What is entity object

According to the Clean architecture entity is the object that reflect some object from business domain. Entity description from DDD is much deeper and a bit different but does not go in conflict with definition given by Clean architecture.

There are 2 main types of objects: entities and value objects. Value object is distinguished by it's contents, while entity is represented by it's identity (ID).

Real life example of entity

Disclaimer: I do not know any real cases of the story below, it was more like a city legend discussed by teenage boys who lived near the border with EU countries.

In the early 2000s Ukrainian import taxes for used cars were enormously big, and usually those taxes were twice as big as the car price you want to import. And there was a popular scheme to overcome this. All you need to do is to find and buy some old or totally damaged car of the same model you want to import, but already registered in Ukraine. Then declare the imported car not as the whole vehicle but as pile of car parts. The next step was to contact motor vehicle government body and report the magical-virtual fix when each part of your crap car was replaced by the shiny new part imported abroad. Practically those were 2 different cars but on paper it was the same car but fixed.

Car papers does represent the entity in this case. Treating the car as the same is the whole idea of the entity. Dealing with entity you do not care about the object contents, you care about the object identity. Entity represents is something worthy to have own ID card, and only this document means something to the system, not the content.

Indeed any car part does represent the value object - you can swap any of them and car would remain the same for the system.

Software example

Usually there is temptation to use entities for every object stored into the database. This is the bias of object design based on relational model. When making relational schema each row should have primary key which is usually a generic auto incremented id.

Classical example with the e-commerce shop. We have Orders containing all details like customer and date and child list of OrderItems having the Product and amount.

Order {
    id
    clientId
    creationDate
}

OrderItem {
    id
    orderId
    productId
    countItems
}

Product {
    id
    price
    name
}

What can go wrong here? Any change of the product price would affect old historical orders. The obvious fix is to copy the price of the product when creating OrderItem.

Order {
    id
    clientId
    creationDate
}

OrderItem {
    id
    orderId
    productId
    productPrice
    countItems
}

Product {
    id
    price
    name
}

In fact we'd swapped the productId entity relation by the value object { productId, productPrice } , and in future it  can be extended with some fields like productDiscount or name if product tends to change the name but we want to keep the old one in executed orders.

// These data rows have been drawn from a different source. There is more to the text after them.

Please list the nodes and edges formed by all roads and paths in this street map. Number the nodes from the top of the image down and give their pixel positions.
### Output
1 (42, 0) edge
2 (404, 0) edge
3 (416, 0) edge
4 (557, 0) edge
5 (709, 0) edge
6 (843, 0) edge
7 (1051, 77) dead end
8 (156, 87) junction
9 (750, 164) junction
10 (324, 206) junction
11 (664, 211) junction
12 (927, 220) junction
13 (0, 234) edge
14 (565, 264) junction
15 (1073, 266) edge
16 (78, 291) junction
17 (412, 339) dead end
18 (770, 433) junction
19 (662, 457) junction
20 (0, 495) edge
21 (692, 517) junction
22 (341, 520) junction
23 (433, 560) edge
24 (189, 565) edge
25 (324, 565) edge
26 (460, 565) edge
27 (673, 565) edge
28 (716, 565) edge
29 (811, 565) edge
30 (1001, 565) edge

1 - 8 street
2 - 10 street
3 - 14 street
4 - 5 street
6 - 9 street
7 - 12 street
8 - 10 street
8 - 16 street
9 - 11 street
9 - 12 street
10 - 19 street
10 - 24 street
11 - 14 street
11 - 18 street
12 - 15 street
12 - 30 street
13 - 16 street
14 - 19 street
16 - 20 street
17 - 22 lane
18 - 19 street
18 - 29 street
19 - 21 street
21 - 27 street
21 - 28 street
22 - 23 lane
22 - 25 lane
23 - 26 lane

So in other words, when the order is executed we'd better copy all the needed fields from Product entity into a value object contained in the OrderItem and just keep and treat the Product entity as a template.

Order {
    id
    clientId
    creationDate
}

OrderItem {
    id
    orderId
    product {
      price
      discount
      name
    }
    countItems
}

Product {
    id
    price
    name
    discount
}

We'll maybe losing the relation to the parent template is a bad idea in terms of collecting statistics or forwarding user to the product page when clicking on existing order, so we can keep the productId reference in the product object.

OrderItem {
    id
    orderId
    product {
      price
      discount
      name
      parentProductId
    }
    countItems
}

I named the field parentProductId to highlight that this is some external reference, and it should be used more for informational purposes rather than for business ones - like calculating the order price or generating an invoice.

***

Well that's it. To wrap up: Entity is the object that is uniq and proves it's uniqueness by it's unique id filed value. Value object is something that can survive without an id and usually is copied all over. If you want to create an entity instead of a value object, because it's reused in several places, maybe you want to create a template entity for value objects creating. Don't create more entities than you need, entities are expensive to maintain while value objects are cheap.